И в то время, как интеллигентнейший доктор наук Сергей Капица рассказывал по вашему японскому телевизору о новых инфузориях, в якутской глуши избивали другого доктора наук, Юрия Орлова, то есть вас, потому что его образ мыслей неотличим от вашего – только он не скрыл.
Никто у нас не гарантирован от позора и каторги, никто.
Но на самом деле гарантированы все.
Трусостью.
Если ты трус, тебя не тронут. Читай Солженицына сколько влезет, только потихоньку, болтай что хочешь о чем хочешь, только потихоньку. Не возникай.
Я трус, я не возникаю, меня не трогают.
Что может быть гнуснее этого признания?
Все мы трусы, все боимся их.
Соображение, от которого должно бы полегчать: не я один.
Но утрата – или сохранение – достоинства есть дело личное и особенное. Все-таки не деньги.
Все беспощадно просто.
В городе Горьком бессрочно заперт Андрей Сахаров. Вот уже сколько лет.

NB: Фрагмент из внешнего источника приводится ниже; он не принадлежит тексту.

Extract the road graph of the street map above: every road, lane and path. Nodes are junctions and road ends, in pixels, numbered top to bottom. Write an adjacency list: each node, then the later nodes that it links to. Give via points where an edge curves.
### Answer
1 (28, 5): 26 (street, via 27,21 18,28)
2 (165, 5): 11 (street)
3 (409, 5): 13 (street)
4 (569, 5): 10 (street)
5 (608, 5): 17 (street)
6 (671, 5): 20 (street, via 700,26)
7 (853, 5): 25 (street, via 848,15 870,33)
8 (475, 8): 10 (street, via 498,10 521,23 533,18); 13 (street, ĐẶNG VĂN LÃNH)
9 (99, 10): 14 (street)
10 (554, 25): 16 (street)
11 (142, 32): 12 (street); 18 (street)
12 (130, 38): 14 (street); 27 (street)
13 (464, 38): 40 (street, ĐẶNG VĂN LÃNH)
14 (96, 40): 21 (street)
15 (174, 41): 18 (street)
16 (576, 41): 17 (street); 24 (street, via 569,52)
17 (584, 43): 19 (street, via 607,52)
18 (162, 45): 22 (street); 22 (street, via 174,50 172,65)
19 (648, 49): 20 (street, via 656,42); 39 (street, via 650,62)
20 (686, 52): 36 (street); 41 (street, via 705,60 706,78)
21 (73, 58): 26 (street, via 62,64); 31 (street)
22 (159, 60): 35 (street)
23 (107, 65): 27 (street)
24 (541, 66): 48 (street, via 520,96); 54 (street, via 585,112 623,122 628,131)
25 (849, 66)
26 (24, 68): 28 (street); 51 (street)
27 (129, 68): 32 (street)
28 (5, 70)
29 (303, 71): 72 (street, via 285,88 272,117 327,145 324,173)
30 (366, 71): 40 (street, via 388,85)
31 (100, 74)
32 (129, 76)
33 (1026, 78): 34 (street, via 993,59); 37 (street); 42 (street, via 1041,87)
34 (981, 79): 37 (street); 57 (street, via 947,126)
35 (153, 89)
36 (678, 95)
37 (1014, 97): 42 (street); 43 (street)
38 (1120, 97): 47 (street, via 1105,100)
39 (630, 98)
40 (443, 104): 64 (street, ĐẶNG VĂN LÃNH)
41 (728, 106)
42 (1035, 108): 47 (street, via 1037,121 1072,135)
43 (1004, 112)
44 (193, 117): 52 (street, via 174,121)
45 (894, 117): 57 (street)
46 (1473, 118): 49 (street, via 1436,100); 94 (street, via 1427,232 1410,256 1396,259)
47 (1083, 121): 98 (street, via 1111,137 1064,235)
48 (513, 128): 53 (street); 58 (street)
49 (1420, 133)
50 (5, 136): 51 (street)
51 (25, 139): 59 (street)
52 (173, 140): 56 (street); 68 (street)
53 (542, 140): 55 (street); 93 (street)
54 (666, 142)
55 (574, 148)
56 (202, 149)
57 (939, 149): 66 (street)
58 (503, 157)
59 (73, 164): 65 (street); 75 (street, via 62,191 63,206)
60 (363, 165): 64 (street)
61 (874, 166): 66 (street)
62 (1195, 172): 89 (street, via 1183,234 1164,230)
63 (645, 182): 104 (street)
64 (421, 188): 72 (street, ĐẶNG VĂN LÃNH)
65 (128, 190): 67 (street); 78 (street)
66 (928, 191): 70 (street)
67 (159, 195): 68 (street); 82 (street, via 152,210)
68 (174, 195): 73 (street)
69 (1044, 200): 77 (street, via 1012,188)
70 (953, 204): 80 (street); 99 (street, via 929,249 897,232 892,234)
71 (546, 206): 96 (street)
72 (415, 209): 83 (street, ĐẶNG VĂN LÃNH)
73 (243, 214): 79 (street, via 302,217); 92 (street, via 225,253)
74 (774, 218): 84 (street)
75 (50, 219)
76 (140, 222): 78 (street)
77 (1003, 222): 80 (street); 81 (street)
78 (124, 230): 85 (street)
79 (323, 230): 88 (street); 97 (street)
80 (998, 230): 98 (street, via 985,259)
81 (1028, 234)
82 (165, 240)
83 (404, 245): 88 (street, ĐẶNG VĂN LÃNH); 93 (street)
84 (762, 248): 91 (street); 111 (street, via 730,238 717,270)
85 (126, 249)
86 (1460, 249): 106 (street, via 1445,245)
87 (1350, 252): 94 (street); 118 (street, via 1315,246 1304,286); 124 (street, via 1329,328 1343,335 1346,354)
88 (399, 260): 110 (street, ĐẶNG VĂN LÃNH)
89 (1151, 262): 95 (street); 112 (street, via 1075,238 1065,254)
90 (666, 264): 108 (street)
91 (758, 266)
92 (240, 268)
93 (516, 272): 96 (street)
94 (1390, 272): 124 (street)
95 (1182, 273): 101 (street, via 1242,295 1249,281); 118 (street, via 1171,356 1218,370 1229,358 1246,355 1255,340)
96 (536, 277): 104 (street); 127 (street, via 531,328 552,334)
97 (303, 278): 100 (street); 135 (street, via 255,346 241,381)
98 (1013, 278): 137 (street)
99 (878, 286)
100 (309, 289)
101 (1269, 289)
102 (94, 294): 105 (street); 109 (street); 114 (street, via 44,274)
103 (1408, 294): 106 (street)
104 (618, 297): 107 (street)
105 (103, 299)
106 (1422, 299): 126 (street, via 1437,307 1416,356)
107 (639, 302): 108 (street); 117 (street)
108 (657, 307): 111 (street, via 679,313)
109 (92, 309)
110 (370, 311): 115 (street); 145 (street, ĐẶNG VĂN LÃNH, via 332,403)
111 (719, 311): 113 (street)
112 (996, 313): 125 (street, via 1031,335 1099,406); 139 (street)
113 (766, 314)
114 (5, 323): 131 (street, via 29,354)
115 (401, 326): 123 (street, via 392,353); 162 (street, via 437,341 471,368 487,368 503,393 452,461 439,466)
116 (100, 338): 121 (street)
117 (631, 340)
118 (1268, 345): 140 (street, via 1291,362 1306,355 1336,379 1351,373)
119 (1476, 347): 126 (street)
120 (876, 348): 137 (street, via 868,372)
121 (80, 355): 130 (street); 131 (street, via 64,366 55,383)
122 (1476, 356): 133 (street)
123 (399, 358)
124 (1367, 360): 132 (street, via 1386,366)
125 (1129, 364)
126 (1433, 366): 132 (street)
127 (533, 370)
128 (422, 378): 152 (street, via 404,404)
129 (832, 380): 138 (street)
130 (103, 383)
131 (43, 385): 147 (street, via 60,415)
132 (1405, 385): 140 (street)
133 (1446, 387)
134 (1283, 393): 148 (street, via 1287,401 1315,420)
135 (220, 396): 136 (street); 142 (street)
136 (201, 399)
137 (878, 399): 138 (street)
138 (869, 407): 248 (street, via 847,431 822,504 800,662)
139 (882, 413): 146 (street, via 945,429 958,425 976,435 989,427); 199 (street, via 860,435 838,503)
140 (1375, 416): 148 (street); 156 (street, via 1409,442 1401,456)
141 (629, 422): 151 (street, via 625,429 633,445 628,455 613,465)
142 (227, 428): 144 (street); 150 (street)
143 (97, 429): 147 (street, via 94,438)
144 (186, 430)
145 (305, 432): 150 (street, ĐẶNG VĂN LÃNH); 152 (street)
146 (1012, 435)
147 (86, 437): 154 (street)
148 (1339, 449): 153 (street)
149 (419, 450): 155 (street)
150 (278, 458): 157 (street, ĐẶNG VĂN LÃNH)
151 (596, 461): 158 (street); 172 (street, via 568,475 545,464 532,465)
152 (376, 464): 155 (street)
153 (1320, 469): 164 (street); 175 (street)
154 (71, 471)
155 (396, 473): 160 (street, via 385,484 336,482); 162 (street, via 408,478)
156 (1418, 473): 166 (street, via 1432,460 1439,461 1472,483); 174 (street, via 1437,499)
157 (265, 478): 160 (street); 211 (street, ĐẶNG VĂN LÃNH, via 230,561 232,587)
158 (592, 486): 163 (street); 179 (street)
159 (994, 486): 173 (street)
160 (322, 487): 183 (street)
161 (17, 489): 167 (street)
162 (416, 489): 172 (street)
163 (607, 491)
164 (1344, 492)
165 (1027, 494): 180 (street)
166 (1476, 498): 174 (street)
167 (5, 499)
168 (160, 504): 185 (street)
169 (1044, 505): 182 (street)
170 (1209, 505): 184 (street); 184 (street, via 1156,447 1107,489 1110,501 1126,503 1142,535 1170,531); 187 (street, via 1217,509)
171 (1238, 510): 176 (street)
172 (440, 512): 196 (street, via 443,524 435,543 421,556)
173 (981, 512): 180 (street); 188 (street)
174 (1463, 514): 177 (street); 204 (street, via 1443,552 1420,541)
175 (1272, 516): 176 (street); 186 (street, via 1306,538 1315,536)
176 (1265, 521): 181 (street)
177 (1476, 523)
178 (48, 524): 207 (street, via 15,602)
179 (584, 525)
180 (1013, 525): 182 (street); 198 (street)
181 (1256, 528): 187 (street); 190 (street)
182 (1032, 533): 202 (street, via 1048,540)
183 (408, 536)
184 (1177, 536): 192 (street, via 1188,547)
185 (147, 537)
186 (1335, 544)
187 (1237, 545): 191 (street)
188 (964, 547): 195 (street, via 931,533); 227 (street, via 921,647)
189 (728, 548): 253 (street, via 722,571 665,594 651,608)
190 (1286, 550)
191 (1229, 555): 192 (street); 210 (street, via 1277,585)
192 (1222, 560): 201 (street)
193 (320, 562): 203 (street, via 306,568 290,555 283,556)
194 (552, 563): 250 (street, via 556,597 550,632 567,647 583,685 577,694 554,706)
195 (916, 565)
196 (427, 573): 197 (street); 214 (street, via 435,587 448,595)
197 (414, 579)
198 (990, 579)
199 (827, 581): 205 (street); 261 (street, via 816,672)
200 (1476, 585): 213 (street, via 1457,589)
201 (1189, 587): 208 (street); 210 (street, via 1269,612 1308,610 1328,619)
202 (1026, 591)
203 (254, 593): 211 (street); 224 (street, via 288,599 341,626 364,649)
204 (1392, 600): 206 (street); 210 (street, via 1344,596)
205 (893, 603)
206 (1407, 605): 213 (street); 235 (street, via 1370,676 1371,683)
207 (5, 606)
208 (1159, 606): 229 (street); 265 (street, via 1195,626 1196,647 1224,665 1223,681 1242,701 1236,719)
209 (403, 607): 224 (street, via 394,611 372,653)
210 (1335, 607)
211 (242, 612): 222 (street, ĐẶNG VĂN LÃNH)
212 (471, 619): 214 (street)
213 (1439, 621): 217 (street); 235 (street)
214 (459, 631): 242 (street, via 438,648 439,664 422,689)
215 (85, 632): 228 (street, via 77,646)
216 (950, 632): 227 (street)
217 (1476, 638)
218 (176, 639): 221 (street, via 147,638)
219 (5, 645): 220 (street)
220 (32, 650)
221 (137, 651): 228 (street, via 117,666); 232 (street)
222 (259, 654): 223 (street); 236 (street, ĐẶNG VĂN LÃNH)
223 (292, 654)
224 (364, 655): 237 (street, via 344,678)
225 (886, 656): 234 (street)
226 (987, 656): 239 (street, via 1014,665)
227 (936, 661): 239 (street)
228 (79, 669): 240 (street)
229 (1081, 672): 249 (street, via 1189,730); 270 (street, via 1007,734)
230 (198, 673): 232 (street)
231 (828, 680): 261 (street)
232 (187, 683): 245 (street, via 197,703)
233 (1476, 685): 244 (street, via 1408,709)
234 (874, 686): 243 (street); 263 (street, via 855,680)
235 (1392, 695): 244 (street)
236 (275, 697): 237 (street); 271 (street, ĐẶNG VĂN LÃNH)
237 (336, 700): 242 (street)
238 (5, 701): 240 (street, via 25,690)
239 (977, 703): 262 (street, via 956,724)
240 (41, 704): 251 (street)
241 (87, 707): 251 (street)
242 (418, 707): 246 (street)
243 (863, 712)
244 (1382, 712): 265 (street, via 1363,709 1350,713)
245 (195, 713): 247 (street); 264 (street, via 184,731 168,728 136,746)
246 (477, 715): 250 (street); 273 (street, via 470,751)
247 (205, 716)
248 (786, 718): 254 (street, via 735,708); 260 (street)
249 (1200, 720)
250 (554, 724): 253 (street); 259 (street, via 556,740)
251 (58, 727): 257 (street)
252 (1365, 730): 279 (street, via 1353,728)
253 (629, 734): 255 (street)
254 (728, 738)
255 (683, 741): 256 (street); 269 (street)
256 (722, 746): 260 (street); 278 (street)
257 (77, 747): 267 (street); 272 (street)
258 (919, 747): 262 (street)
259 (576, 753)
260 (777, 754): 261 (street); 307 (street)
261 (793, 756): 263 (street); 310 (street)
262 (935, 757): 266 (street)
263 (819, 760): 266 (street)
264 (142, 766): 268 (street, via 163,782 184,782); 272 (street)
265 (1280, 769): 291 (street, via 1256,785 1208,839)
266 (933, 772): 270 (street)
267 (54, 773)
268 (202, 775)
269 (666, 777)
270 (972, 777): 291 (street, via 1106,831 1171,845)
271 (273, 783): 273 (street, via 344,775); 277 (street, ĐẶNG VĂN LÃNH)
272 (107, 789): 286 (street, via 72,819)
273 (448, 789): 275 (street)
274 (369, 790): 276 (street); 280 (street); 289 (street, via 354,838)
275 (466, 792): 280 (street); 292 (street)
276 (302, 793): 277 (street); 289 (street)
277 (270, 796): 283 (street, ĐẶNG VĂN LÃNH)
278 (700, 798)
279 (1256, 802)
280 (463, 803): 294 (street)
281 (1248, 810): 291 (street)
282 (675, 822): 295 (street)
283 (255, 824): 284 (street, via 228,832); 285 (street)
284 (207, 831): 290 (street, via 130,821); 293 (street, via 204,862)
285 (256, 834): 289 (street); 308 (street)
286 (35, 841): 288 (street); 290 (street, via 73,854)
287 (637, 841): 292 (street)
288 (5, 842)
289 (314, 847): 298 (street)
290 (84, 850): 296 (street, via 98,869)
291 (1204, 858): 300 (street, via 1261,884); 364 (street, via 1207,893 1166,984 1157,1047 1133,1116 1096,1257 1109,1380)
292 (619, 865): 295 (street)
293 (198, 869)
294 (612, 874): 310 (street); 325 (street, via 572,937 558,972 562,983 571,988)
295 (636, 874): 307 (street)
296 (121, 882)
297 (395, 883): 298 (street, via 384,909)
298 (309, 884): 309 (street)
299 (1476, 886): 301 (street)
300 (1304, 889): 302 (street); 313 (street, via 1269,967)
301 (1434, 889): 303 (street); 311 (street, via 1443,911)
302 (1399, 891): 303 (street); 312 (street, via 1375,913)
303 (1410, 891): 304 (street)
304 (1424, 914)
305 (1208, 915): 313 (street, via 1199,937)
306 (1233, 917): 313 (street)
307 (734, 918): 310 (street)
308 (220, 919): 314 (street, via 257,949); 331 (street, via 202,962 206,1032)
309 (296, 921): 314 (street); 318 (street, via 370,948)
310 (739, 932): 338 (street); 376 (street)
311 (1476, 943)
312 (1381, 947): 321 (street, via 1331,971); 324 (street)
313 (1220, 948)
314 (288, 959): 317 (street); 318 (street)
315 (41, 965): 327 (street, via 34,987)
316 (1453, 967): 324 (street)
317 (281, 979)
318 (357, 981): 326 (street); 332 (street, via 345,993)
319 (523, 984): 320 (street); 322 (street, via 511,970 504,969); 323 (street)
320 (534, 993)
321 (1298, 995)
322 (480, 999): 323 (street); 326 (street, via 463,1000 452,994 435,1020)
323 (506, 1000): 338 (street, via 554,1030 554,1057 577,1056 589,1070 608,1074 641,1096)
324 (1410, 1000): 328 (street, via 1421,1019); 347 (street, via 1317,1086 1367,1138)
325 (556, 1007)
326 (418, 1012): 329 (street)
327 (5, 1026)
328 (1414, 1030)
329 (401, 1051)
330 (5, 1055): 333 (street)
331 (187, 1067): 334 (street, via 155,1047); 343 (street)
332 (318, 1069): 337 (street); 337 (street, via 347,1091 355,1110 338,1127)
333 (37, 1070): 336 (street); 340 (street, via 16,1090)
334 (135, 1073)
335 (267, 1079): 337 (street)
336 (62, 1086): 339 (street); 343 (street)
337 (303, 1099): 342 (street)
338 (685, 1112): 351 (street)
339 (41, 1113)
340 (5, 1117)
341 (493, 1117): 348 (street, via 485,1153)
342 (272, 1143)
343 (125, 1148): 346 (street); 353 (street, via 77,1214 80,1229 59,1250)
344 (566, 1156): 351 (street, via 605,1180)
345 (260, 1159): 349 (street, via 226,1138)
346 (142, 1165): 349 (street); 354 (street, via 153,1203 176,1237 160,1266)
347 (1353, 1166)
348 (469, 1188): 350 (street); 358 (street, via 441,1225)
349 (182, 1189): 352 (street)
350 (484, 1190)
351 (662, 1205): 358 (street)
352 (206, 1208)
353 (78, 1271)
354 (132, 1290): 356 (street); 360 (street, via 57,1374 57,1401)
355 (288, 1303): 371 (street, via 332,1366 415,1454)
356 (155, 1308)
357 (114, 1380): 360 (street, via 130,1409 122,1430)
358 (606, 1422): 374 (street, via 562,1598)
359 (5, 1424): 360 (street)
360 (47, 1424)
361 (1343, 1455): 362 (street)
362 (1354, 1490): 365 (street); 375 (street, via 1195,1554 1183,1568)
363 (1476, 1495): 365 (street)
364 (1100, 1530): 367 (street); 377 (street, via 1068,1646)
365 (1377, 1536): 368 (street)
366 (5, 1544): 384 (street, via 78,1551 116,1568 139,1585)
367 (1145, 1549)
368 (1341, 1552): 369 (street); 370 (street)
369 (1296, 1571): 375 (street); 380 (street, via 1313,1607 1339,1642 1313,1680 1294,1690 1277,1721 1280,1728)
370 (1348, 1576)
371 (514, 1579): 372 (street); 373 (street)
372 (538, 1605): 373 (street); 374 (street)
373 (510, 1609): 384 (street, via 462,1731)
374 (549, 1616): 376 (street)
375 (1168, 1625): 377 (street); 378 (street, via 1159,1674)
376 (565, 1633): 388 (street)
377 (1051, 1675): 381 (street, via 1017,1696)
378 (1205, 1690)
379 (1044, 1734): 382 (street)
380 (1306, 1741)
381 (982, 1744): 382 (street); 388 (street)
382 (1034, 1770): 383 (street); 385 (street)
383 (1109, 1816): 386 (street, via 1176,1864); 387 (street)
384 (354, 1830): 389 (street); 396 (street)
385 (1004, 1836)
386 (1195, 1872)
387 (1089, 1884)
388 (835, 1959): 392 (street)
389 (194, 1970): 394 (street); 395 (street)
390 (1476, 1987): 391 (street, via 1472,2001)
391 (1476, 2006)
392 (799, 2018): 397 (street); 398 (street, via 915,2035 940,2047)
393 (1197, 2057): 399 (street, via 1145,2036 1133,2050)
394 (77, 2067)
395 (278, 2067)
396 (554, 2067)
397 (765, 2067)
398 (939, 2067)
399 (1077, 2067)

В городе Чистополе медленно убивают Анатолия Марченко.
Мы все об этом знаем.
И молчим.
Потому что все мы – трусы.
Ни оправдания, ни уважения мы не заслуживаем. Наши дети имеют все основания нас презирать.
Было, говорят, потерянное поколение. Где-то там, на Западе. Хемингуэй, Ремарк…
Мы – поколение трусов.
Можно и поименно.
Вы, герои-космонавты, Титов, Джанибеков, Гречко, Рюмин, вы трусы. Вы знаете о Сахарове – и молчите. Вы боитесь их.
Вы, коллеги Сахарова, вы, прославленная Академия наук (конечно, кроме общественников), вы все предатели и трусы – Велихов, Марчук, кто там еще.
Вы, мастера и представители культуры, вы, Евтушенко и Вознесенский, вы, Распутин и Белов, вы, Родион Щедрин и Олег Ефремов, вы трусы, тоже.